*** Opening of Given records ***

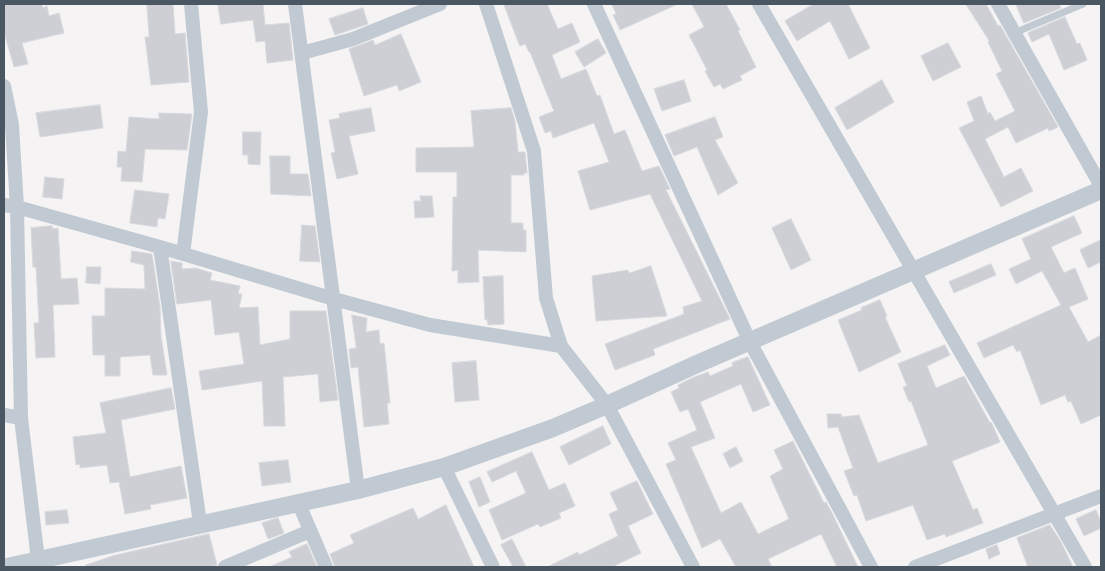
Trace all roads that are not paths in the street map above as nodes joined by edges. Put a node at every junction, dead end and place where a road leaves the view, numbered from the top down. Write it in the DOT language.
graph roads {
  1 [pos="191,4"];
  2 [pos="295,4"];
  3 [pos="440,4"];
  4 [pos="486,4"];
  5 [pos="594,4"];
  6 [pos="759,4"];
  7 [pos="998,4"];
  8 [pos="1083,4"];
  9 [pos="1014,33"];
  10 [pos="302,53"];
  11 [pos="4,86"];
  12 [pos="1101,186"];
  13 [pos="1101,190"];
  14 [pos="11,206"];
  15 [pos="160,246"];
  16 [pos="183,254"];
  17 [pos="914,272"];
  18 [pos="334,299"];
  19 [pos="750,342"];
  20 [pos="561,346"];
  21 [pos="606,405"];
  22 [pos="4,415"];
  23 [pos="21,418"];
  24 [pos="444,467"];
  25 [pos="358,490"];
  26 [pos="1101,496"];
  27 [pos="298,502"];
  28 [pos="1054,514"];
  29 [pos="200,523"];
  30 [pos="310,531"];
  31 [pos="38,560"];
  32 [pos="7,567"];
  33 [pos="225,567"];
  34 [pos="326,567"];
  35 [pos="493,567"];
  36 [pos="694,567"];
  37 [pos="871,567"];
  38 [pos="915,567"];
  39 [pos="1085,567"];
  1 -- 16 [label="street"];
  2 -- 10 [label="street"];
  3 -- 10 [label="street"];
  4 -- 20 [label="street"];
  5 -- 19 [label="street"];
  6 -- 17 [label="street"];
  7 -- 9 [label="street"];
  8 -- 9 [label="lane"];
  9 -- 12 [label="street"];
  10 -- 18 [label="street"];
  11 -- 14 [label="street"];
  13 -- 17 [label="street"];
  14 -- 15 [label="street"];
  14 -- 23 [label="street"];
  15 -- 16 [label="street"];
  15 -- 29 [label="street"];
  16 -- 18 [label="street"];
  17 -- 19 [label="street"];
  17 -- 28 [label="street"];
  18 -- 20 [label="street"];
  18 -- 25 [label="street"];
  19 -- 21 [label="street"];
  19 -- 37 [label="street"];
  20 -- 21 [label="street"];
  21 -- 24 [label="street"];
  21 -- 36 [label="street"];
  22 -- 23 [label="street"];
  23 -- 31 [label="street"];
  24 -- 25 [label="street"];
  24 -- 35 [label="street"];
  25 -- 27 [label="street"];
  26 -- 28 [label="street"];
  27 -- 29 [label="street"];
  27 -- 30 [label="street"];
  28 -- 38 [label="street"];
  28 -- 39 [label="street"];
  29 -- 31 [label="street"];
  30 -- 33 [label="street"];
  30 -- 34 [label="street"];
  31 -- 32 [label="street"];
}
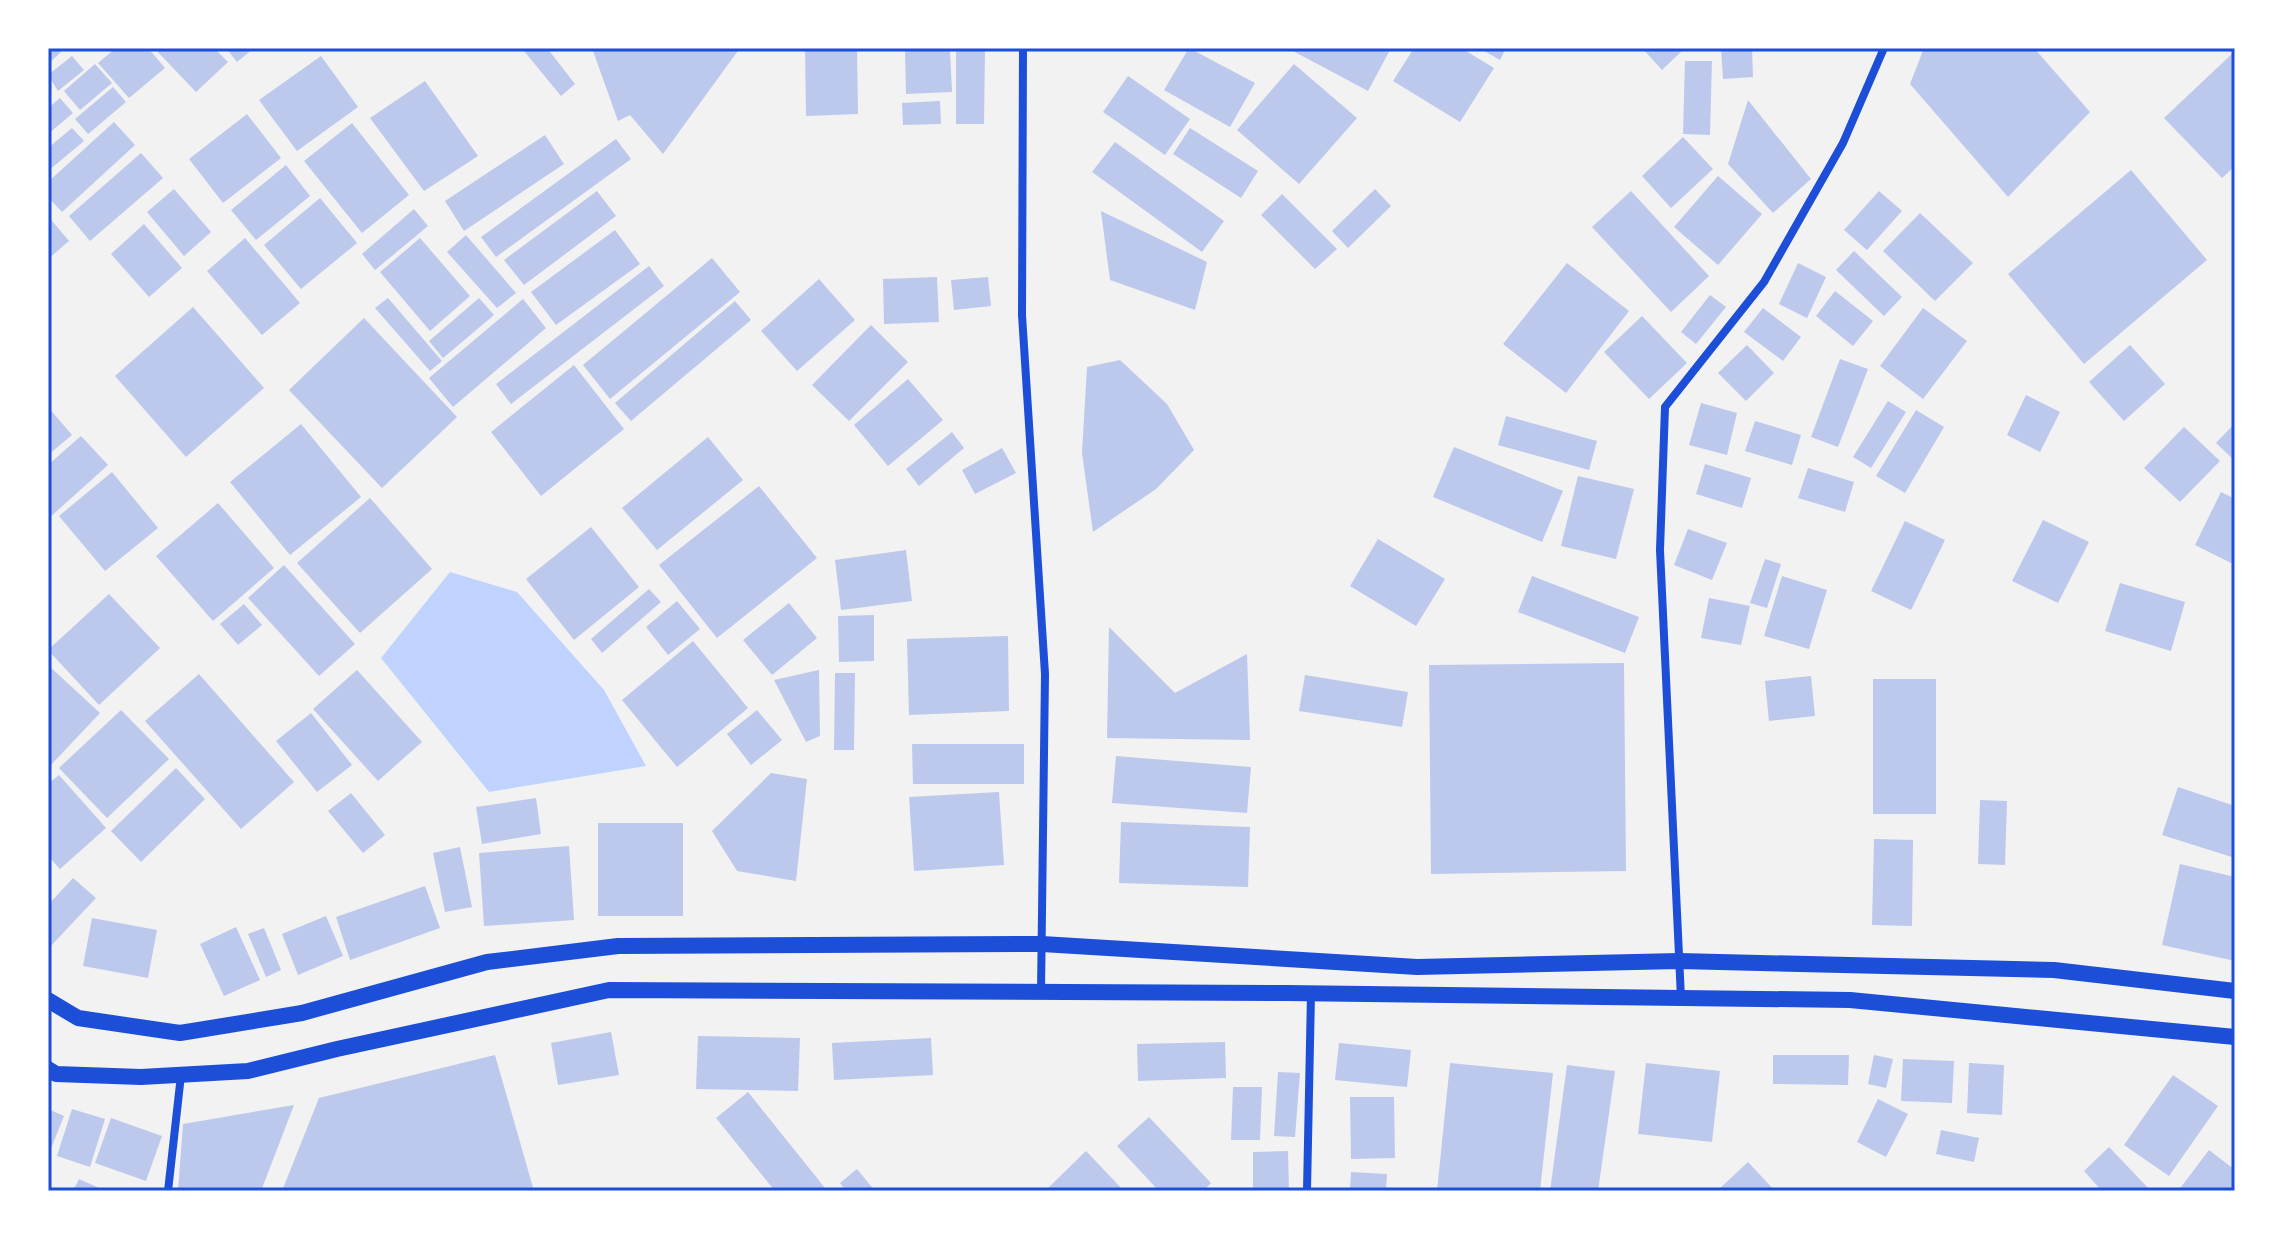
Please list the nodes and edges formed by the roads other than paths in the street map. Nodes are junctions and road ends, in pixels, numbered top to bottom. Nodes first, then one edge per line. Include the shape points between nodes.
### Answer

*** Close of Given records ***

Reproduce, word for word, everything in the listing above except the pictures.

Trace all roads that are not paths in the street map above as nodes joined by edges. Put a node at every junction, dead end and place where a road leaves the view, numbered from the top down. Write it in the DOT language.
graph roads {
  1 [pos="191,4"];
  2 [pos="295,4"];
  3 [pos="440,4"];
  4 [pos="486,4"];
  5 [pos="594,4"];
  6 [pos="759,4"];
  7 [pos="998,4"];
  8 [pos="1083,4"];
  9 [pos="1014,33"];
  10 [pos="302,53"];
  11 [pos="4,86"];
  12 [pos="1101,186"];
  13 [pos="1101,190"];
  14 [pos="11,206"];
  15 [pos="160,246"];
  16 [pos="183,254"];
  17 [pos="914,272"];
  18 [pos="334,299"];
  19 [pos="750,342"];
  20 [pos="561,346"];
  21 [pos="606,405"];
  22 [pos="4,415"];
  23 [pos="21,418"];
  24 [pos="444,467"];
  25 [pos="358,490"];
  26 [pos="1101,496"];
  27 [pos="298,502"];
  28 [pos="1054,514"];
  29 [pos="200,523"];
  30 [pos="310,531"];
  31 [pos="38,560"];
  32 [pos="7,567"];
  33 [pos="225,567"];
  34 [pos="326,567"];
  35 [pos="493,567"];
  36 [pos="694,567"];
  37 [pos="871,567"];
  38 [pos="915,567"];
  39 [pos="1085,567"];
  1 -- 16 [label="street"];
  2 -- 10 [label="street"];
  3 -- 10 [label="street"];
  4 -- 20 [label="street"];
  5 -- 19 [label="street"];
  6 -- 17 [label="street"];
  7 -- 9 [label="street"];
  8 -- 9 [label="lane"];
  9 -- 12 [label="street"];
  10 -- 18 [label="street"];
  11 -- 14 [label="street"];
  13 -- 17 [label="street"];
  14 -- 15 [label="street"];
  14 -- 23 [label="street"];
  15 -- 16 [label="street"];
  15 -- 29 [label="street"];
  16 -- 18 [label="street"];
  17 -- 19 [label="street"];
  17 -- 28 [label="street"];
  18 -- 20 [label="street"];
  18 -- 25 [label="street"];
  19 -- 21 [label="street"];
  19 -- 37 [label="street"];
  20 -- 21 [label="street"];
  21 -- 24 [label="street"];
  21 -- 36 [label="street"];
  22 -- 23 [label="street"];
  23 -- 31 [label="street"];
  24 -- 25 [label="street"];
  24 -- 35 [label="street"];
  25 -- 27 [label="street"];
  26 -- 28 [label="street"];
  27 -- 29 [label="street"];
  27 -- 30 [label="street"];
  28 -- 38 [label="street"];
  28 -- 39 [label="street"];
  29 -- 31 [label="street"];
  30 -- 33 [label="street"];
  30 -- 34 [label="street"];
  31 -- 32 [label="street"];
}
Please list the nodes and edges formed by the roads other than paths in the street map. Nodes are junctions and road ends, in pixels, numbered top to bottom. Nodes first, then one edge per line. Include the shape points between nodes.
### Answer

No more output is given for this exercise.